ConFlux is a cluster that seamlessly combines the computing power of HPC with the analytical power of data science. The next generation of computational physics requires HPC applications (running on external clusters) to interconnect with large data sets at run time. ConFlux provides low latency communications for in- and out- of-core data, cross-platform storage, as well as high throughput interconnects and massive memory allocations. The file-system and scheduler natively handle extreme-scale machine learning and traditional HPC modules in a tightly integrated work flow — rather than in segregated operations — leading to significantly lower latencies, fewer algorithmic barriers and less data movement.
The ConFlux cluster is built with ~58 IBM Power8 CPU two-socket “Firestone” S822LC compute nodes providing 20 cores in each. Seventeen Power8 CPU two-socket “Garrison” S822LC compute nodes provide an additional 20 cores and host four NVIDIA Pascal GPUs connected via NVIDIA’s NVLink technology to the Power8 system bus. Each GPU based node has a local high-speed NVMe flash memory for random access.

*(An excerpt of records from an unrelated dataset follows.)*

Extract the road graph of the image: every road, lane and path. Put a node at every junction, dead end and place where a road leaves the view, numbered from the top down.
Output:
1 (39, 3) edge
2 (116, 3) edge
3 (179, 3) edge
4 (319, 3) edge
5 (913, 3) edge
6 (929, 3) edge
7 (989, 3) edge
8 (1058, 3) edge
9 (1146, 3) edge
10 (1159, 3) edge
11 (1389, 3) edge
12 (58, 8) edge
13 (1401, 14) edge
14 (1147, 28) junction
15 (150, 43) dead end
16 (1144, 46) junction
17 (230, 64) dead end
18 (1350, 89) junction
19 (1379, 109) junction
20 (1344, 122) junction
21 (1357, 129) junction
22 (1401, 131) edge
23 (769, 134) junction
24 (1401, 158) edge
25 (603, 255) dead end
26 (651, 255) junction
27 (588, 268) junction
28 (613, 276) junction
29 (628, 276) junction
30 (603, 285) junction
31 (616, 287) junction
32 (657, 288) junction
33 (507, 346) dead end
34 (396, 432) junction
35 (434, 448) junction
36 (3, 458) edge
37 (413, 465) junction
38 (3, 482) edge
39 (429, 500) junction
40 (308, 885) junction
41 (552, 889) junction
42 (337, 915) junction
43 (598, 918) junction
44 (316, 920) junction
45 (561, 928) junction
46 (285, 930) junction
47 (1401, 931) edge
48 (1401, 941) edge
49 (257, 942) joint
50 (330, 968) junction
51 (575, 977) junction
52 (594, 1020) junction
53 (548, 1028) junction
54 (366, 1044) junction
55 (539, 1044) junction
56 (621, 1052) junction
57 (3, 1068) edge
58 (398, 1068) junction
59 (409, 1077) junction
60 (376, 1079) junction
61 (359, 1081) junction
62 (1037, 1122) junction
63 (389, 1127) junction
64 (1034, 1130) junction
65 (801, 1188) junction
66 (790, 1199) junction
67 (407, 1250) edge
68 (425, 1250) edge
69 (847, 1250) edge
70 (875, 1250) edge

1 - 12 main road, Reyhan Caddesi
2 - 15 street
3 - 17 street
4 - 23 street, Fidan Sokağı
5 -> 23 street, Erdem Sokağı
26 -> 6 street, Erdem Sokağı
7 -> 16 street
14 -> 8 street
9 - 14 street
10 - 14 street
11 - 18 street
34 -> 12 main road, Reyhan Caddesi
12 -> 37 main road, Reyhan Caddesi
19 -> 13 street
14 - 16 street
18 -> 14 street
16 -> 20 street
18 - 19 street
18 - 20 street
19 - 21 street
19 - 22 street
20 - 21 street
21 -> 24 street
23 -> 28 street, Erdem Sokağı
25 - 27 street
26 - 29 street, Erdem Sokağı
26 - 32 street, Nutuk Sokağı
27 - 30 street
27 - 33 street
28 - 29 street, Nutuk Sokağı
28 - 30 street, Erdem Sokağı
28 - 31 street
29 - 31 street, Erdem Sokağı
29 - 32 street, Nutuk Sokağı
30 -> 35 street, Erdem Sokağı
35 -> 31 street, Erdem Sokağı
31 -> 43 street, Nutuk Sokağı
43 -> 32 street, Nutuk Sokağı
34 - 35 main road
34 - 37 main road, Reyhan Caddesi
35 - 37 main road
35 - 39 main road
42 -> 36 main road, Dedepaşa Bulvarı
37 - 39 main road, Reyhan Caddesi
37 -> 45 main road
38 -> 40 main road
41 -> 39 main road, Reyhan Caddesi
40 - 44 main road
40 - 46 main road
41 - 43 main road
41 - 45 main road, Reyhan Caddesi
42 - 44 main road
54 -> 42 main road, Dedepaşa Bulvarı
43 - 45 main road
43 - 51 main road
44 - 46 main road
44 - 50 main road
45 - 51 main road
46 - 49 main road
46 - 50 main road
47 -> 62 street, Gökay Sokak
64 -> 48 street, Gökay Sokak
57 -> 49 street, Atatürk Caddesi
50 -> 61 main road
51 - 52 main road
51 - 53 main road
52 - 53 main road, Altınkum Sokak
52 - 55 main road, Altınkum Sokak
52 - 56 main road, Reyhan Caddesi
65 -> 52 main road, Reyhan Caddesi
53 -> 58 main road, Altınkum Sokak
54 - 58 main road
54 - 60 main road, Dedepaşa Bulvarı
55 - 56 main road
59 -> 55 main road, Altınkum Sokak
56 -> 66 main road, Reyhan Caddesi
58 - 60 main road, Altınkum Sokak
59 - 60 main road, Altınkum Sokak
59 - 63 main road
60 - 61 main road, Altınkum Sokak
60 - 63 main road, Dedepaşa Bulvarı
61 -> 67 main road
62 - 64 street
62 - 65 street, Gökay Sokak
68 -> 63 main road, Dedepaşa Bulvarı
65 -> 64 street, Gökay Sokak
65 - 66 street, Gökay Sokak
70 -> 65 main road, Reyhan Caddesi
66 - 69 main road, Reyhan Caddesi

All compute and storage is connected via a 100 Gb/s InfiniBand fabric. The IBM and NVLink connectivity, combined with IBM CAPI Technology provide an unprecedented data transfer throughput required for the data-driven computational physics researchers will be conducting.
ConFlux is funded by a National Science Foundation grant; the Principal Investigator is Karthik Duraisamy, Assistant Professor of Aerospace Engineering and Director of the Center for Data-Driven Computational Physics (CDDCP). ConFlux and the CDDCP are under the auspices of the Michigan Institute for Computational Discovery and Engineering.